Четыре месяца спустя, в 10.00 утра в четверг 8 июня, Эйфель, чьи волосы и борода стали заметно белее, явился в Консьержери во Дворце правосудия, чтобы отбыть свой тюремный срок. Этот гордый инженер, так привыкший к полной автономии в своих повседневных делах, вскоре обнаружил, что идет по мрачным коридорам самого знаменитого подземелья Франции, где Мария-Антуанетта[48] провела свои последние недели. И тогда он впервые увидел камеру 74, где ему предстояло провести следующие два года: маленькую комнату с каменными стенами и дощатым полом, обставленную только кроватью, столом и стулом. Из высокого зарешеченного окна Эйфель мог видеть только Сену с ее проплывающими баржами. Каждое утро охранники будили его в 6.30 утра, и каждую ночь они проверяли в 10.00 вечера, чтобы убедиться, что его свеча погасла. Эйфелю было позволено утешаться тем, что он сам обеспечивал себя едой, а также посещать его было можно каждый день.
Неделю спустя, в четверг 15 июня, Эйфель, как обычно, проснулся в своей маленькой камере в 6.30. Позже тем же утром его и еще одного заключенного Панамского канала вывели в зал ожидания, где Эйфель увидел своих адвокатов, своего сына Эдуарда с женой и ее матерью, а также своего зятя месье Саллеса. Все они радостно кричали Эйфелю, что вышестоящий суд только что отменил его обвинительный приговор и запретил дальнейшее судебное преследование, отметив, что трехлетний срок давности был проигнорирован. Эйфель, и без того бледный после недели заточения, выглядел ошеломленным, а затем, обняв сына, заплакал. Группа покинула тюрьму и направилась в его особняк на улице Рабле, где его ждала дочь Клэр. Они упали друг другу в объятия, и пролилось еще больше слез.
Впоследствии орден Почетного легиона также расследовал роль Эйфеля.
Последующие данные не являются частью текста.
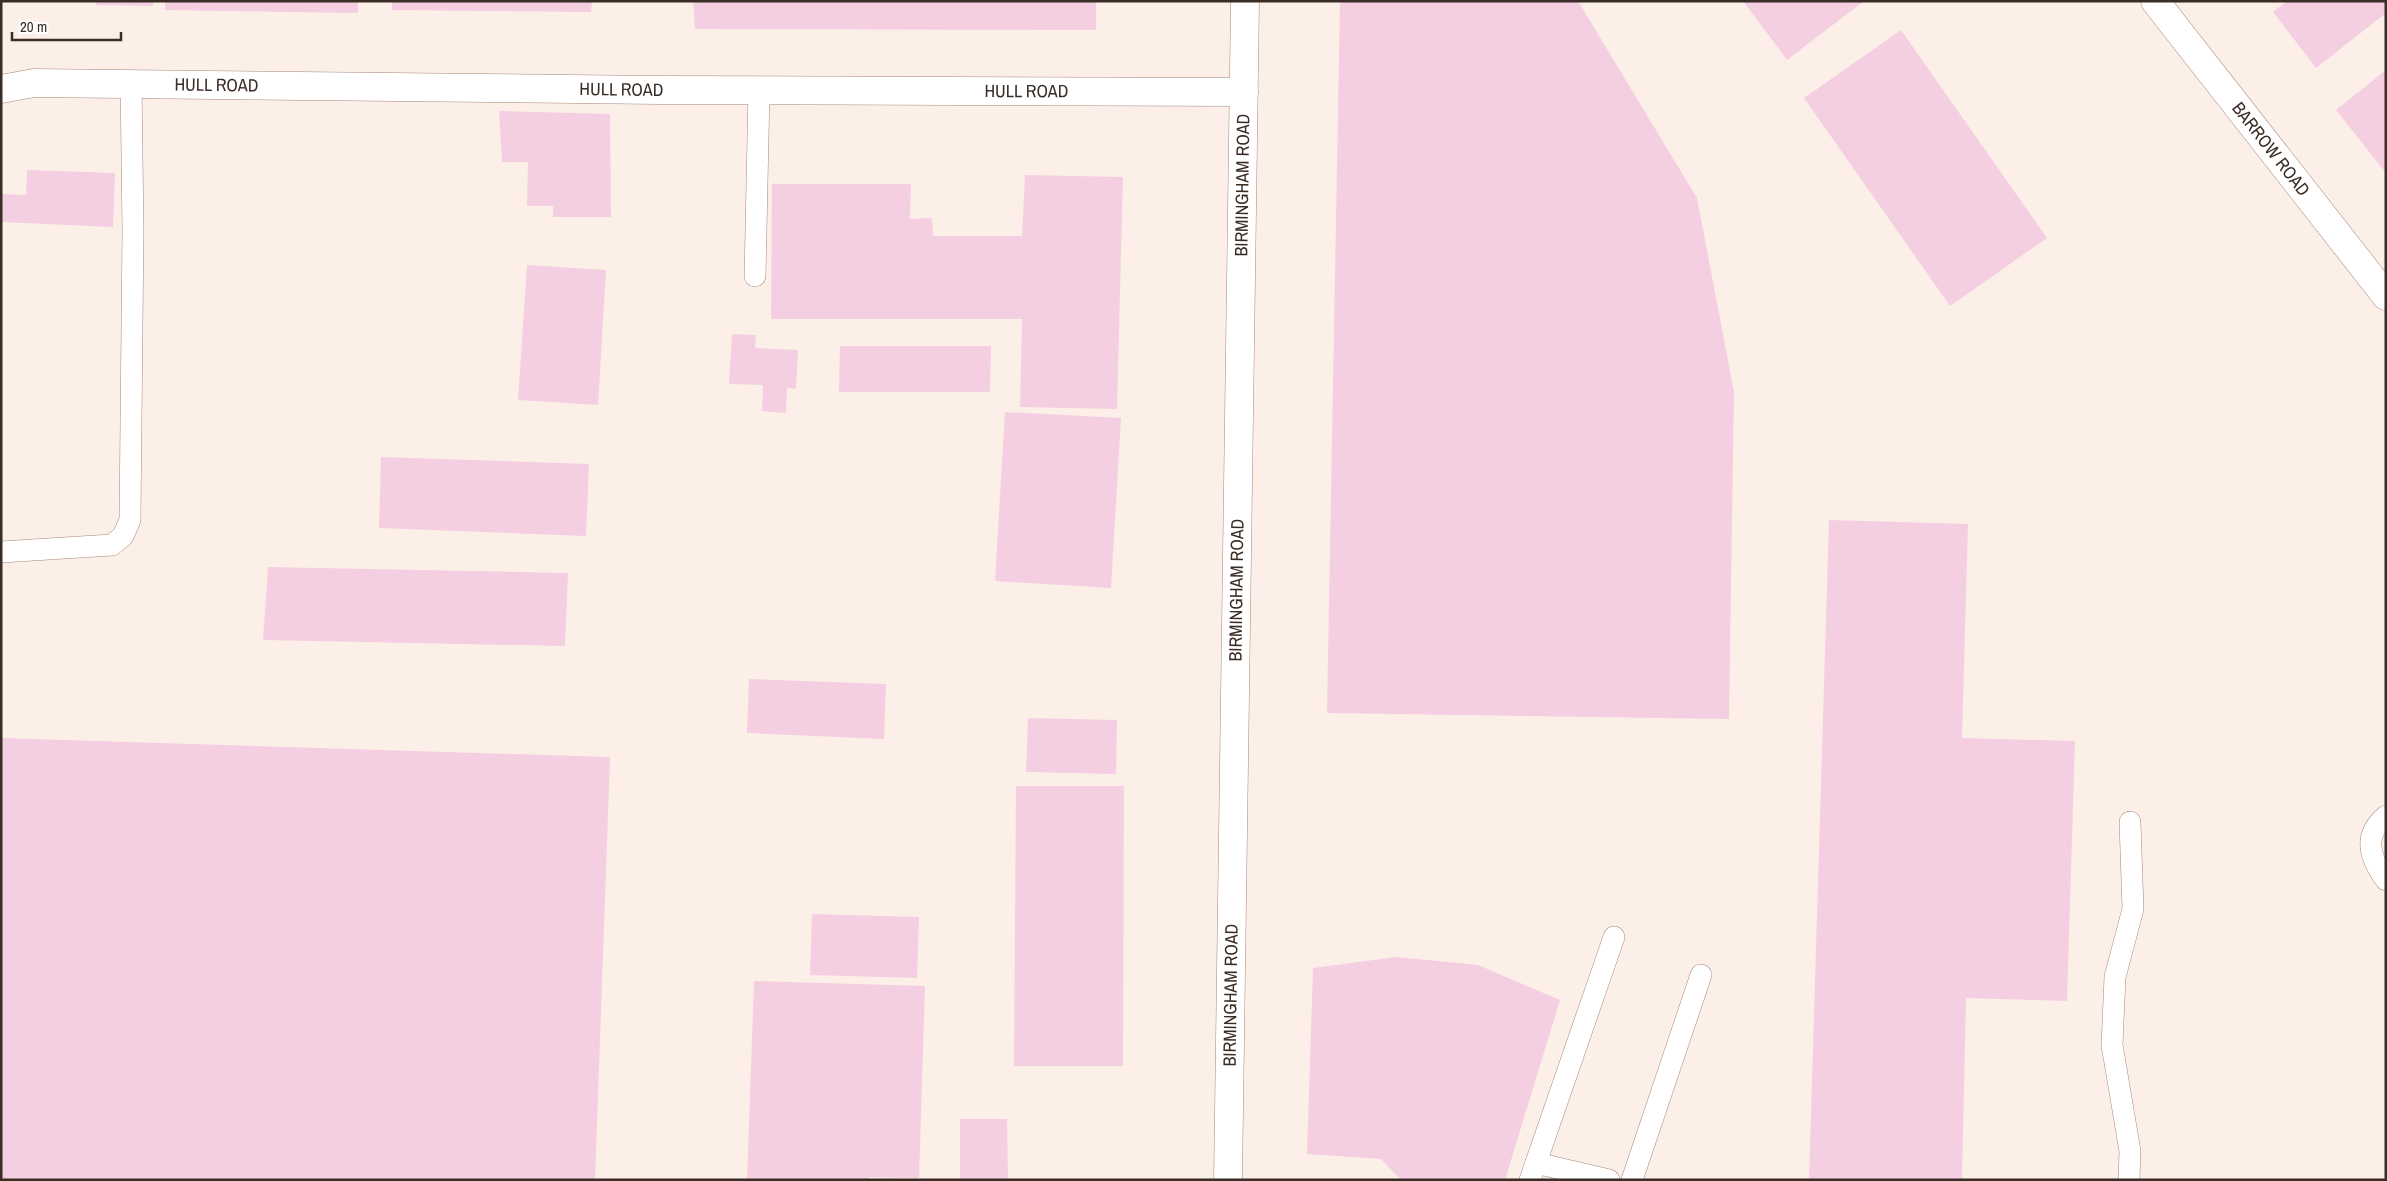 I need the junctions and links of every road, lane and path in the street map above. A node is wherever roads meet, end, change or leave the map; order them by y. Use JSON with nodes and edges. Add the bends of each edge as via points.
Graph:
{"nodes":[{"id":1,"x":1245,"y":1,"type":"edge"},
{"id":2,"x":2155,"y":1,"type":"edge"},
{"id":3,"x":130,"y":83,"type":"junction"},
{"id":4,"x":1,"y":89,"type":"edge"},
{"id":5,"x":759,"y":90,"type":"junction"},
{"id":6,"x":1244,"y":92,"type":"junction"},
{"id":7,"x":755,"y":276,"type":"dead end"},
{"id":8,"x":2386,"y":296,"type":"edge"},
{"id":9,"x":1,"y":552,"type":"edge"},
{"id":10,"x":2386,"y":816,"type":"edge"},
{"id":11,"x":2130,"y":822,"type":"dead end"},
{"id":12,"x":2386,"y":880,"type":"edge"},
{"id":13,"x":1614,"y":937,"type":"dead end"},
{"id":14,"x":1701,"y":975,"type":"dead end"},
{"id":15,"x":1533,"y":1172,"type":"edge"},
{"id":16,"x":1228,"y":1180,"type":"edge"},
{"id":17,"x":1609,"y":1180,"type":"edge"},
{"id":18,"x":1632,"y":1180,"type":"edge"},
{"id":19,"x":2129,"y":1180,"type":"edge"}],
"edges":[{"from":1,"to":6,"type":"street","name":"BIRMINGHAM ROAD"},
{"from":2,"to":8,"type":"street","name":"BARROW ROAD"},
{"from":3,"to":4,"type":"street","name":"HULL ROAD","via":[[34,82]]},
{"from":3,"to":5,"type":"street","name":"HULL ROAD"},
{"from":3,"to":9,"type":"lane","via":[[133,240],[130,520],[122,536],[112,545]]},
{"from":5,"to":6,"type":"street","name":"HULL ROAD"},
{"from":5,"to":7,"type":"lane"},
{"from":6,"to":16,"type":"street","name":"BIRMINGHAM ROAD"},
{"from":10,"to":12,"type":"lane","via":[[2372,836],[2370,852]]},
{"from":11,"to":19,"type":"lane","via":[[2133,909],[2115,977],[2112,1045],[2130,1151]]},
{"from":13,"to":15,"type":"lane"},
{"from":14,"to":18,"type":"lane"},
{"from":15,"to":17,"type":"lane"}]}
Хотя он получил гигантскую прибыль, он строил канал, как и было условлено, пока ему не приказали остановиться. Он вообще не занимал никакой должности в компании, выступал против первоначального канала на уровне моря и не играл никакой роли в обширной сети взяток правительственным чиновникам и газетам. Поэтому орден Почетного легиона не счел ни одно деяние достойным порицания, не говоря уже о наказании. И все же репутация Эйфеля оставалась безвозвратно запятнанной. Он удалил свое имя из своей компании и больше не предпринимал никаких громких инженерных проектов.
Спустя целое десятилетие после панамского скандала восхищенный журналист написал об Эйфеле:
«Очень многие люди, которые потеряли свои деньги в схеме Панамского канала, могут сказать о нем довольно горькие вещи; даже его полное падение и позор не удовлетворили их злобу; они рады, что своими руками он поднял себя так высоко, что весь мир может это увидеть, мемориальную башню, на которую никто не смотрит без его осуждения. Со своей стороны я могу только сказать, что месье Эйфель всегда производил на меня впечатление прямого, прямолинейного делового человека, столь же энергичного, сколь и лишенного хитрости».
Буффало Билл, воспользовавшись успехом шоу «Дикий Запад», уехал из Парижа в Барнсторф[49] со своей компанией через Южную Европу, открывшись сначала в Марселе. Затем он отправился в Испанию и Барселону, где эпидемия испанского гриппа вызвала хаос, уничтожив половину компании. Как раз в то время, когда Энни Оукли выздоравливала, умер оратор Фрэнк Ричмонд. С этими словами Коди и Нейт Салсбери заполучили единственный пароход, на котором в середине января 1890 года бежали со своими артистами и животными в Неаполь. Выздоравливающая Оукли наслаждалась теплым солнцем и видами. «Конечно, я посетила Везувий, – писала она, – Помпеи и Геркуланум. Стоя на трясущейся вершине Везувия, я испытывала желание заглянуть вниз, в кратер, хотя брызги лавы были совсем рядом со мной».
«Помпеи заинтересовали меня. Один дом, несомненно, был домом спортсмена, так как каждый дюйм стен был покрыт прекрасными картинами, изображающими сцену игры… Одна картина… изображала болотную сцену с камышами, из которых поднимались птицы, похожие на английских бекасов».